N° TA93-2411102(TA93-2411102)
Le Tribunal Administratif de Montreuil a été saisi par M. B D d’un recours pour excès de pouvoir contre le refus implicite du préfet de la Seine-Saint-Denis de renouveler son titre de séjour. En cours d’instance, le préfet a pris un arrêté explicite de rejet le 6 mars 2024, qui s’est substitué à la décision implicite contestée. En application de l’article R. 222-1 du code de justice administrative, le tribunal constate que les conclusions principales de la requête sont devenues sans objet et qu’il n’y a plus lieu d’y statuer.

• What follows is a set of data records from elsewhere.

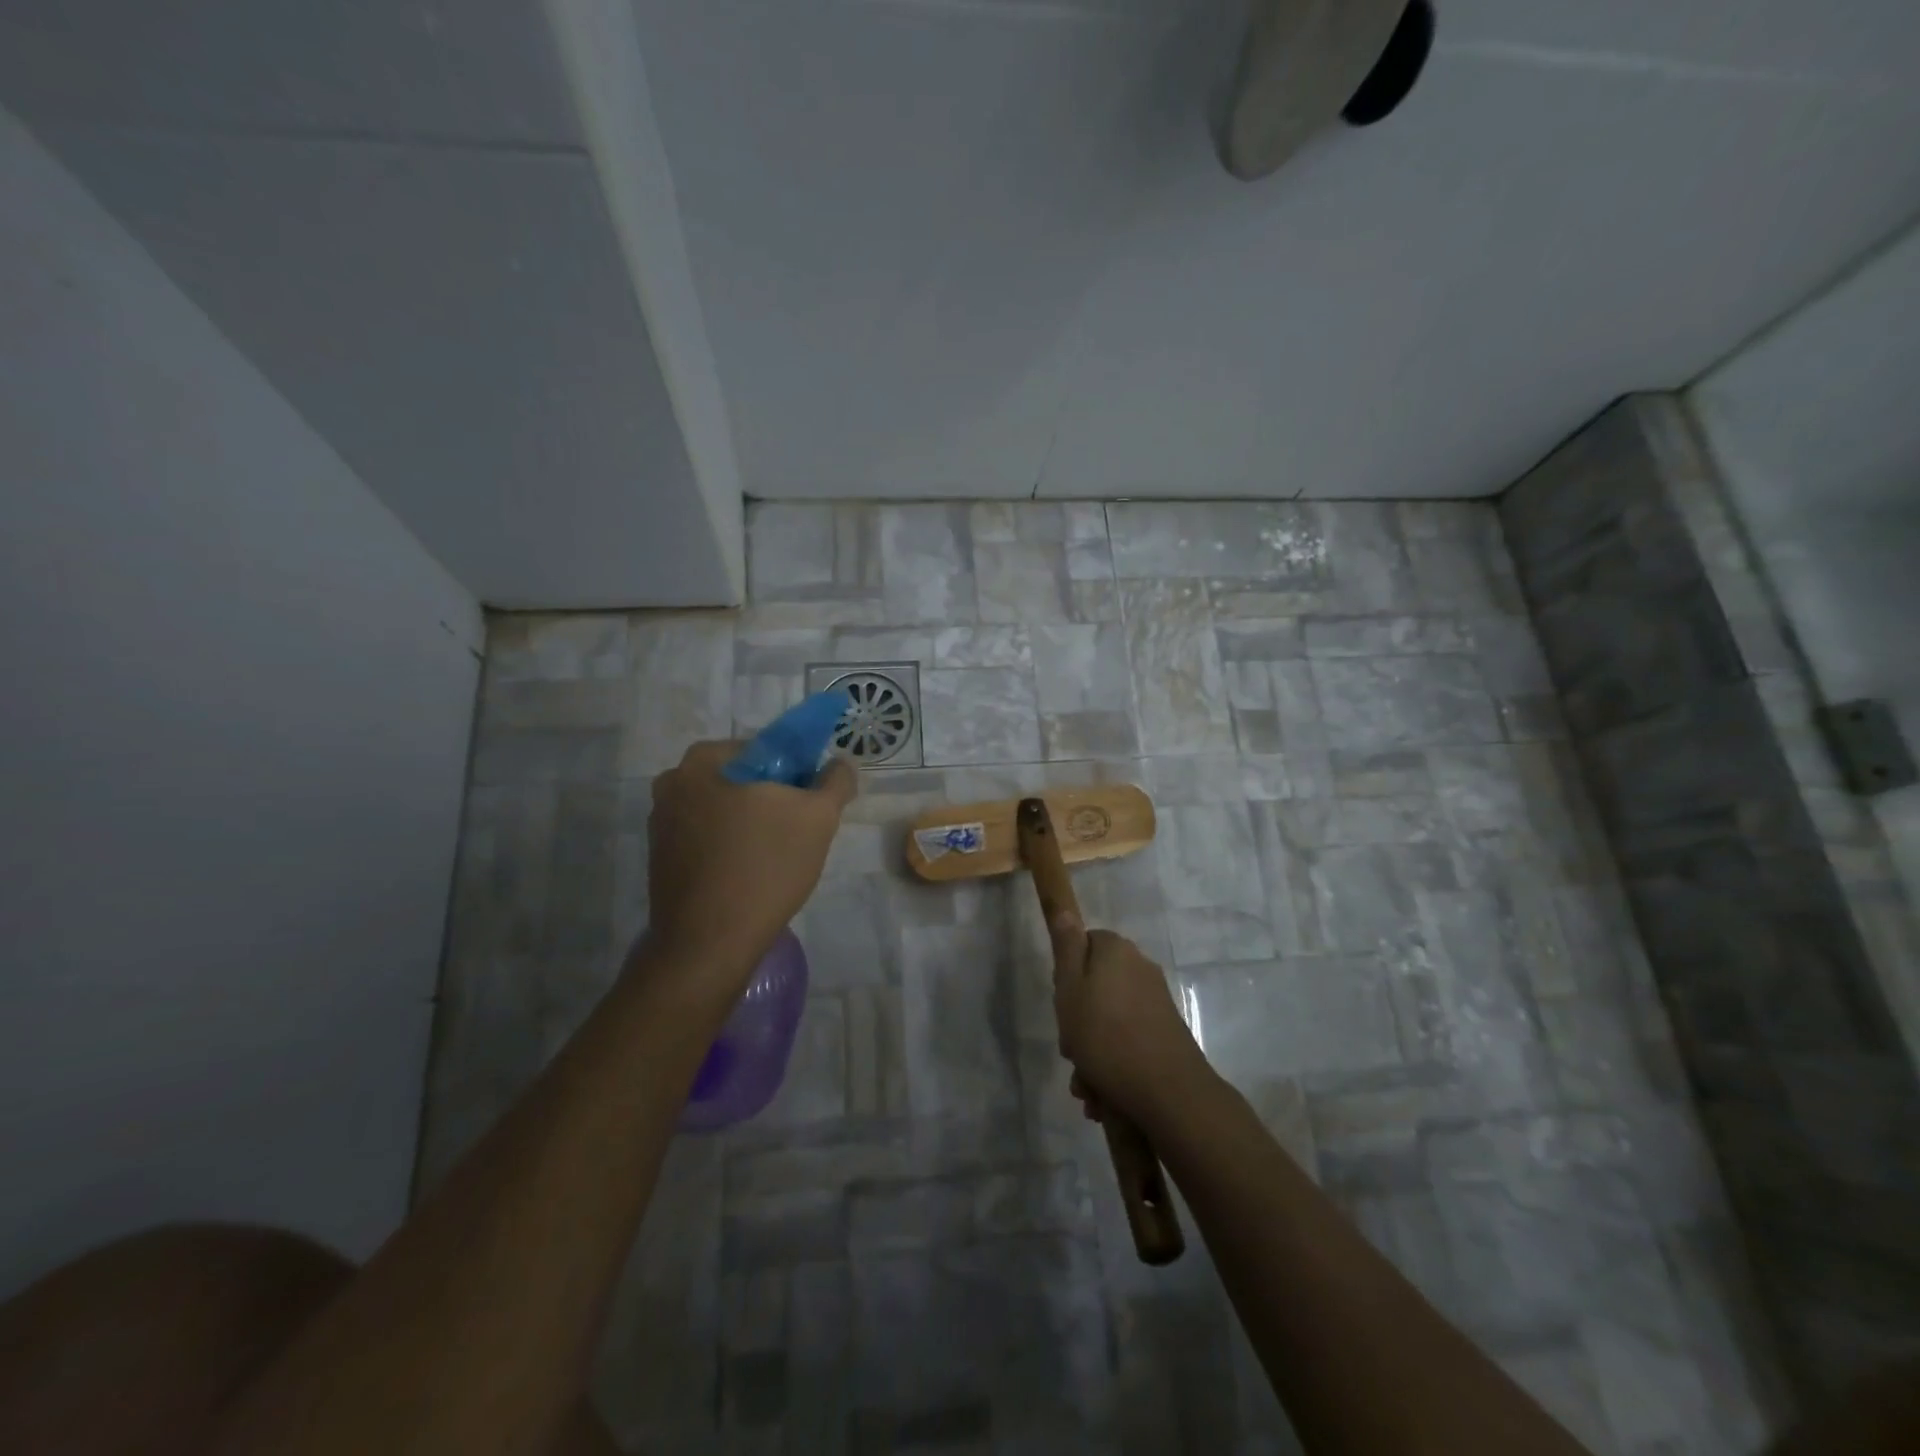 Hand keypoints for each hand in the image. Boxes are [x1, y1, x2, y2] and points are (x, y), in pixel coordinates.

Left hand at [642, 740, 855, 989]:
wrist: (710, 943)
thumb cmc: (765, 867)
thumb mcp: (818, 818)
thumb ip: (835, 781)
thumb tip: (840, 764)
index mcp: (703, 760)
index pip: (764, 749)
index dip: (796, 772)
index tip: (810, 802)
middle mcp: (673, 783)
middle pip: (741, 779)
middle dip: (772, 799)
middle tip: (798, 831)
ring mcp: (660, 823)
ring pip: (723, 810)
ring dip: (750, 824)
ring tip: (776, 857)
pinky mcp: (659, 858)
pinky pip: (706, 838)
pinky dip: (729, 847)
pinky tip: (749, 874)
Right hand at [1049, 916, 1210, 1127]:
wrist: (1168, 1093)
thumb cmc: (1106, 1037)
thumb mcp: (1070, 989)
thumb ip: (1066, 949)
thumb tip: (1065, 911)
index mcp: (1117, 951)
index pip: (1084, 945)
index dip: (1066, 975)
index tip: (1062, 1003)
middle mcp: (1140, 968)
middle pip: (1096, 985)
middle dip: (1078, 1021)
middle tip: (1071, 1050)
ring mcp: (1156, 1001)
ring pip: (1109, 1019)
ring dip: (1092, 1051)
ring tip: (1086, 1086)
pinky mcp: (1165, 1032)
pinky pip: (1127, 1040)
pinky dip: (1113, 1063)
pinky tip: (1103, 1095) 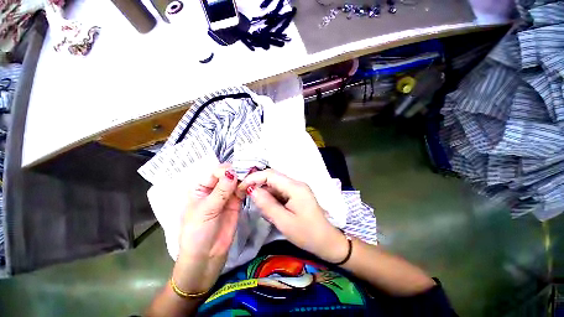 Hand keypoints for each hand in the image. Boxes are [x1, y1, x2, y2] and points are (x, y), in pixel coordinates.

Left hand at [173, 164, 241, 293]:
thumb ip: (220, 192)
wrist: (206, 257)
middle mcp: (214, 189)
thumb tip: (232, 173)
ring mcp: (226, 196)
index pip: (215, 173)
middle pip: (227, 175)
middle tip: (249, 172)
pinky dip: (247, 187)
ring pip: (236, 182)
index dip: (225, 171)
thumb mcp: (206, 211)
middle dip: (237, 172)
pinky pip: (242, 191)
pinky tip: (251, 185)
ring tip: (252, 177)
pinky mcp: (236, 203)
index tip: (236, 173)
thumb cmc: (197, 233)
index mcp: (201, 188)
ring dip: (243, 179)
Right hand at [237, 169, 348, 263]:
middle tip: (246, 197)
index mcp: (295, 187)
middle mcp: (296, 183)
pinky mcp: (297, 194)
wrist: (327, 241)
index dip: (253, 178)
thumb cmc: (307, 234)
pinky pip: (281, 191)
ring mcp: (297, 188)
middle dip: (258, 185)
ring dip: (265, 193)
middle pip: (273, 178)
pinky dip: (272, 198)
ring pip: (275, 185)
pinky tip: (271, 209)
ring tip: (261, 208)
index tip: (241, 188)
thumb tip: (251, 190)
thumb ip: (267, 204)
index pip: (270, 174)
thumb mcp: (284, 222)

Les conclusions accessoires, notamment celles fondées sur l’article L. 761-1 du même code, sont rejetées.
N° TA93-2302030(TA93-2302030)
Le Tribunal Administratif de Montreuil a été saisi par M. A C d’un recours pour excès de pouvoir contre une décision du préfet de la Seine-Saint-Denis refusant le regroupement familial pour son épouse. En application de l’article R. 612-5-1 du code de justice administrative, le tribunal a invité le requérant à confirmer expressément le maintien de ses conclusions, faute de quoi il serait réputé s’être désisté. Le conseil de M. C n’ayant pas fourni une confirmation explicite dans le délai imparti, le tribunal a constaté le désistement d’office et en a donné acte par ordonnance.